How to complete this task → All of the listing, from first line to last, should be output exactly; the pictures stay out.

Task inputs →

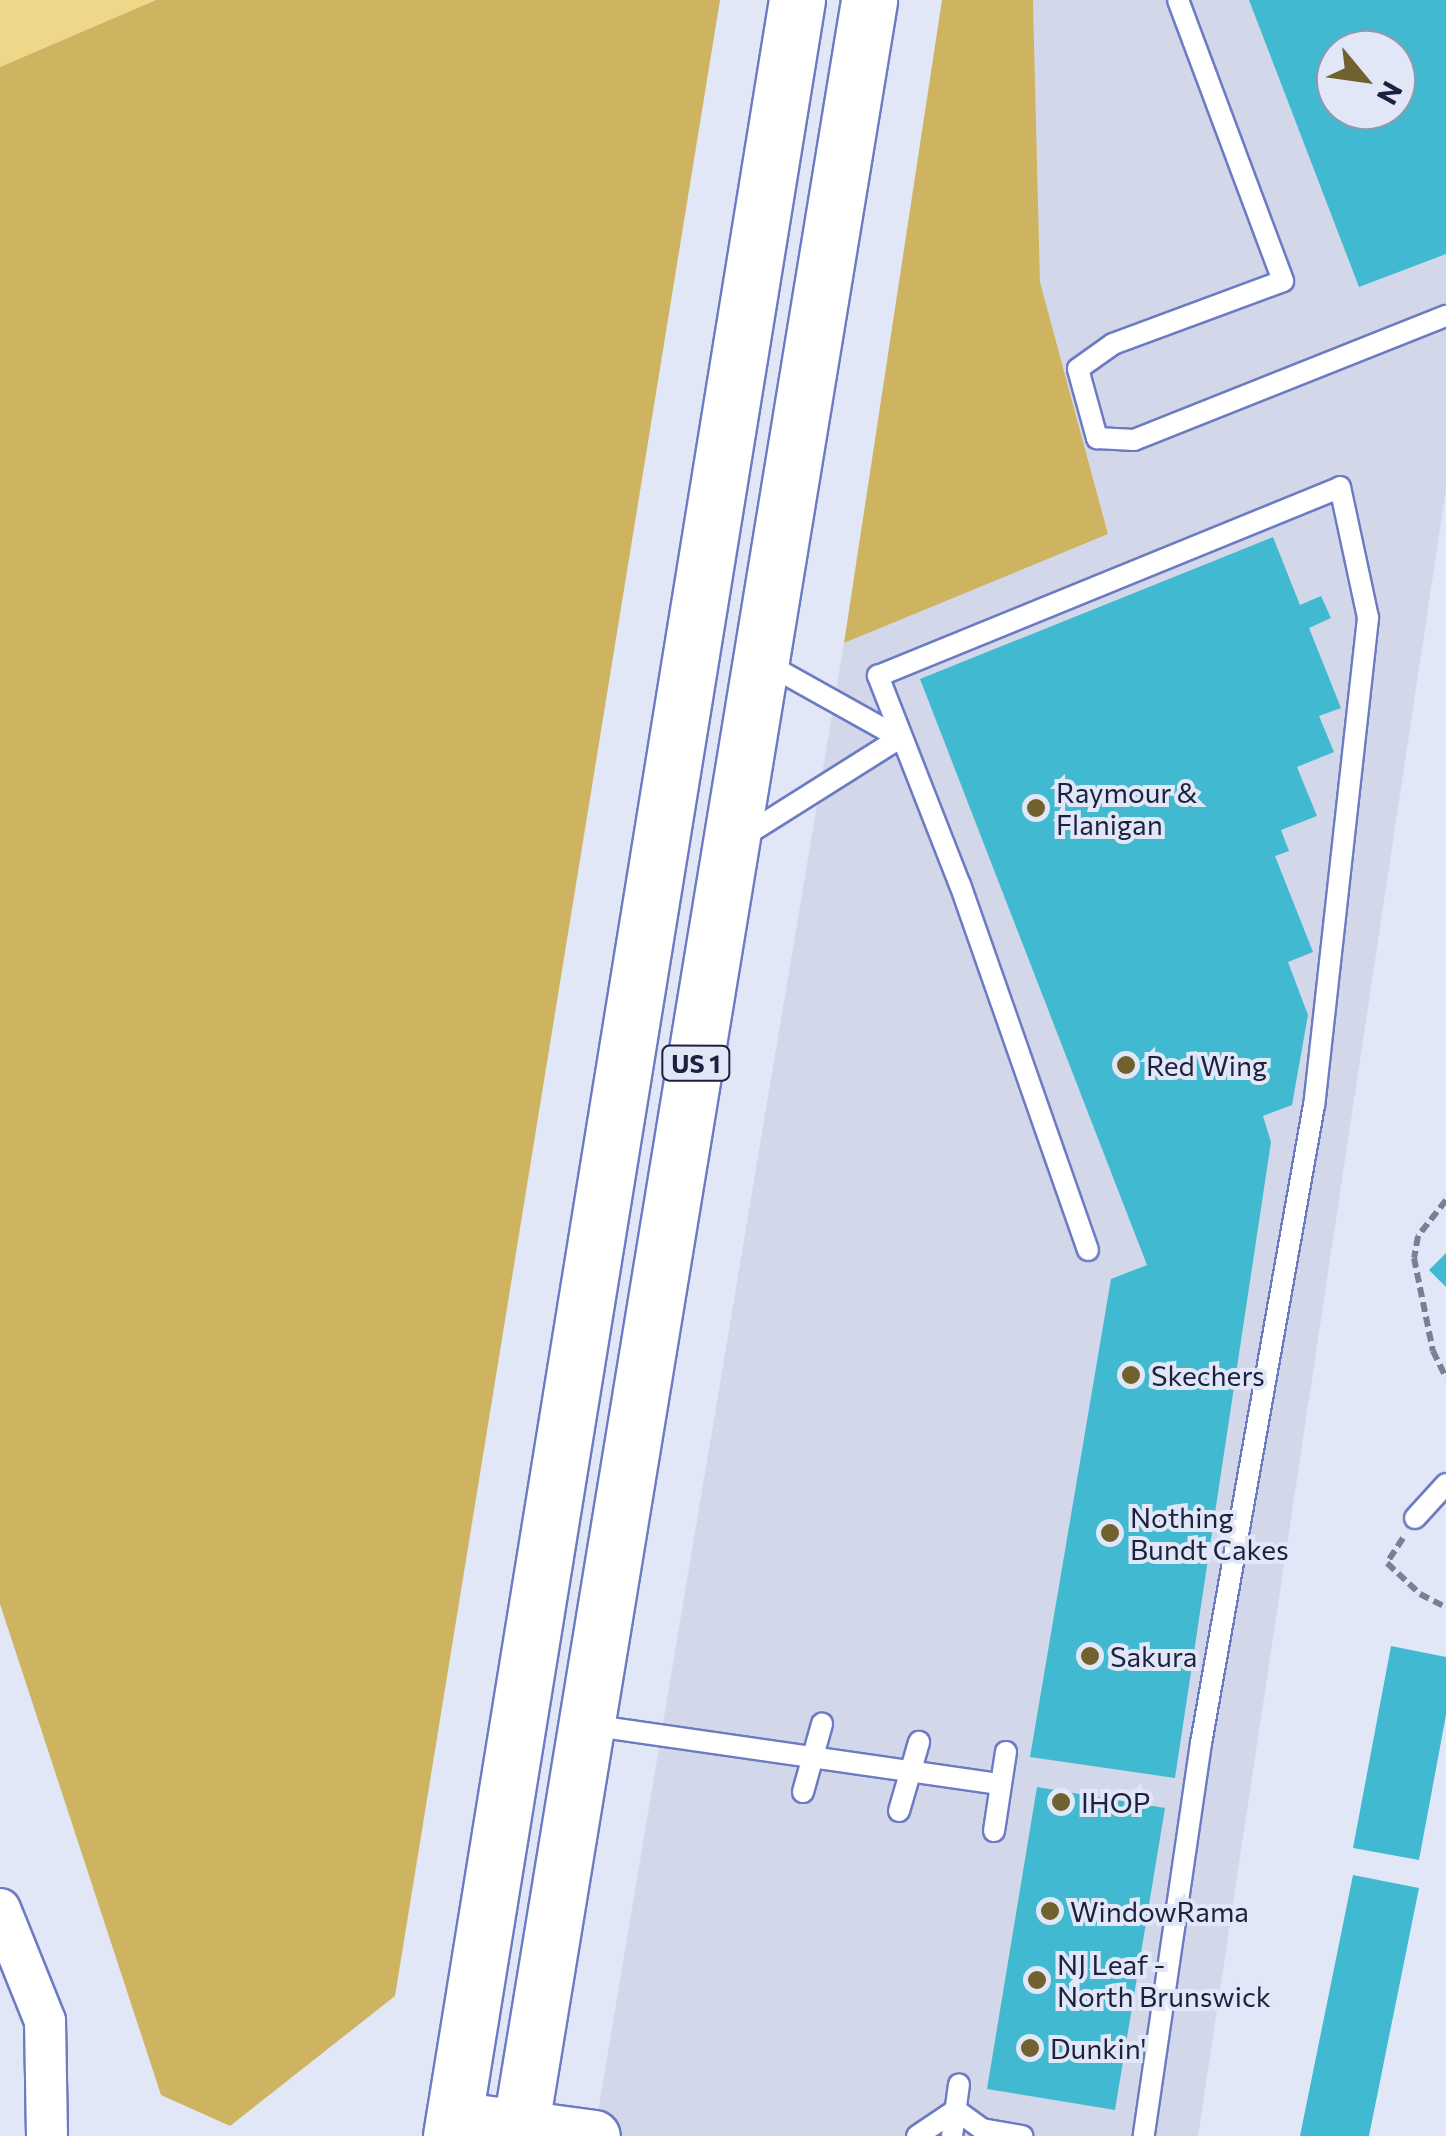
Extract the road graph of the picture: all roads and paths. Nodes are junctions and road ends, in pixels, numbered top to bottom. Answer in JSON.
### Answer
{"nodes":[{"id":1,"x":798,"y":0,"type":"edge"},
{"id":2,"x":869,"y":0,"type":"edge"},
{"id":3,"x":1178,"y":0,"type":"edge"},
{"id":4,"x":1446,"y":316,"type":"edge"},
{"id":5,"x":761,"y":661,"type":"junction"},
{"id":6,"x":900,"y":738,"type":"junction"},
{"id":7,"x":732,"y":844,"type":"junction"},
{"id":8,"x":1446,"y":1200,"type":"edge"},
{"id":9,"x":1088,"y":1250,"type":"dead end"},
{"id":10,"x":1446,"y":1378,"type":"edge"},
{"id":11,"x":1446,"y":1484,"type":"edge"},
{"id":12,"x":1415,"y":1518,"type":"joint"},
{"id":13,"x":1446,"y":1607,"type":"edge"},
{"id":14,"x":822,"y":1724,"type":"dead end"},
{"id":15,"x":587,"y":1725,"type":"junction"},
{"id":16,"x":919,"y":1742,"type":"dead end"},
{"id":17,"x":1006,"y":1752,"type":"dead end"},
{"id":18,"x":816,"y":1758,"type":"junction"},
{"id":19,"x":912,"y":1772,"type":"junction"},
{"id":20,"x":1000,"y":1784,"type":"junction"},
{"id":21,"x":804,"y":1792,"type":"dead end"},
{"id":22,"x":899,"y":1811,"type":"dead end"},
{"id":23,"x":994,"y":1830,"type":"dead end"},
{"id":24,"x":0,"y":1909,"type":"edge"},
{"id":25,"x":959,"y":2084,"type":"dead end"},
{"id":26,"x":956,"y":2110,"type":"junction"},
{"id":27,"x":452,"y":2126,"type":"edge"},
{"id":28,"x":520,"y":2131,"type":"edge"},
{"id":29,"x":41,"y":2135,"type":"edge"},
{"id":30,"x":595,"y":2136,"type":"edge"},
{"id":31,"x":917,"y":2136,"type":"edge"},
{"id":32,"x":952,"y":2136,"type":"edge"},
{"id":33,"x":1022,"y":2136,"type":"edge"},
{"id":34,"x":1144,"y":2136,"type":"edge"}],
"edges":[{"from":1,"to":27,"type":"highway","number":"US 1"},
{"from":2,"to":5,"type":"highway","number":"US 1"},
{"from":3,"to":4,"type":"lane"},
{"from":5,"to":6,"type":"lane"},
{"from":5,"to":7,"type":"highway","number":"US 1"},
{"from":6,"to":7,"type":"lane"},
{"from":6,"to":9,"type":"lane"},
{"from":6,"to":34,"type":"lane"},
{"from":7,"to":15,"type":"highway","number":"US 1"},
{"from":8,"to":10,"type":"path"},
{"from":11,"to":12,"type":"lane"},
{"from":12,"to":13,"type":"path"},
{"from":14,"to":18,"type":"lane"},
{"from":15,"to":18,"type":"lane"},
{"from":15,"to":28,"type":"highway","number":"US 1"},
{"from":16,"to":19,"type":"lane"},
{"from":17,"to":20,"type":"lane"},
{"from":18,"to":19,"type":"lane"},
{"from":18,"to":21,"type":"lane"},
{"from":19,"to":20,"type":"lane"},
{"from":19,"to":22,"type":"lane"},
{"from":20,"to":23,"type":"lane"},
{"from":24,"to":29,"type":"street"},
{"from":25,"to":26,"type":"lane"},
{"from":26,"to":31,"type":"lane"},
{"from":26,"to":32,"type":"lane"},
{"from":26,"to":33,"type":"lane"},
{"from":27,"to":28,"type":"street"},
{"from":28,"to":30,"type":"street"}]}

Response area →
Extract the road graph of the picture: all roads and paths. Nodes are junctions and road ends, in pixels, numbered top to bottom. Answer in JSON.
### Answer
{"nodes":[{"id":1,"x":798,"y":0,"type":"edge"},
{"id":2,"x":869,"y":0,"type":"edge"},
{"id":3,"x":1178,"y":0,"type":"edge"},
{"id":4,"x":1446,"y":316,"type":"edge"},
{"id":5,"x":761,"y":661,"type":"junction"},
{"id":6,"x":900,"y":738,"type":"junction"},
{"id":7,"x":732,"y":844,"type":"junction"},
{"id":8,"x":1446,"y":1200,"type":"edge"},
{"id":9,"x":1088,"y":1250,"type":"dead end"},
{"id":10,"x":1446,"y":1378,"type":"edge"},
{"id":11,"x":1446,"y":1484,"type":"edge"},
{"id":12,"x":1415,"y":1518,"type":"joint"},
{"id":13,"x":1446,"y":1607,"type":"edge"},
{"id":14,"x":822,"y":1724,"type":"dead end"},
{"id":15,"x":587,"y":1725,"type":"junction"},
{"id":16,"x":919,"y":1742,"type":"dead end"},
{"id":17,"x":1006,"y":1752,"type":"dead end"},
{"id":18,"x":816,"y":1758,"type":"junction"},
{"id":19,"x":912,"y":1772,"type":"junction"},
{"id":20,"x":1000,"y":1784,"type":"junction"},
{"id":21,"x":804,"y":1792,"type":"dead end"},
{"id":22,"x":899,"y":1811,"type":"dead end"},
{"id":23,"x":994,"y":1830,"type":"dead end"},
{"id":24,"x":0,"y":1909,"type":"edge"},
{"id":25,"x":959,"y":2084,"type":"dead end"},
{"id":26,"x":956,"y":2110,"type":"junction"},
{"id":27,"x":452,"y":2126,"type":"edge"},
{"id":28,"x":520,"y":2131,"type":"edge"},
{"id":29,"x":41,"y":2135,"type":"edge"},
{"id":30,"x":595,"y":2136,"type":"edge"},
{"id":31,"x":917,"y":2136,"type":"edge"},
{"id":32,"x":952,"y":2136,"type":"edge"},
{"id":33,"x":1022,"y":2136,"type":"edge"},
{"id":34,"x":1144,"y":2136,"type":"edge"}],
"edges":[{"from":1,"to":27,"type":"highway","number":"US 1"},
{"from":2,"to":5,"type":"highway","number":"US 1"},
{"from":3,"to":4,"type":"lane"},
{"from":5,"to":6,"type":"lane"},
{"from":5,"to":7,"type":"highway","number":"US 1"},
{"from":6,"to":7,"type":"lane"},
{"from":6,"to":9,"type":"lane"},
{"from":6,"to":34,"type":"lane"},
{"from":7,"to":15,"type":"highway","number":"US 1"},
{"from":8,"to":10,"type":"path"},
{"from":11,"to":12,"type":"lane"},
{"from":12,"to":13,"type":"path"},
{"from":14,"to":18,"type":"lane"},
{"from":15,"to":18,"type":"lane"},
{"from":15,"to":28,"type":"highway","number":"US 1"},
{"from":16,"to":19,"type":"lane"},
{"from":17,"to":20,"type":"lane"},
{"from":18,"to":19,"type":"lane"},
{"from":18,"to":21,"type":"lane"},
{"from":19,"to":20,"type":"lane"},
{"from":19,"to":22,"type":"lane"},
{"from":20,"to":23,"type":"lane"},
{"from":24,"to":29,"type":"street"},
{"from":25,"to":26,"type":"lane"},
{"from":26,"to":31,"type":"lane"},
{"from":26,"to":32,"type":"lane"},
{"from":26,"to":33,"type":"lane"},
{"from":27,"to":28,"type":"street"},
{"from":28,"to":30,"type":"street"}]}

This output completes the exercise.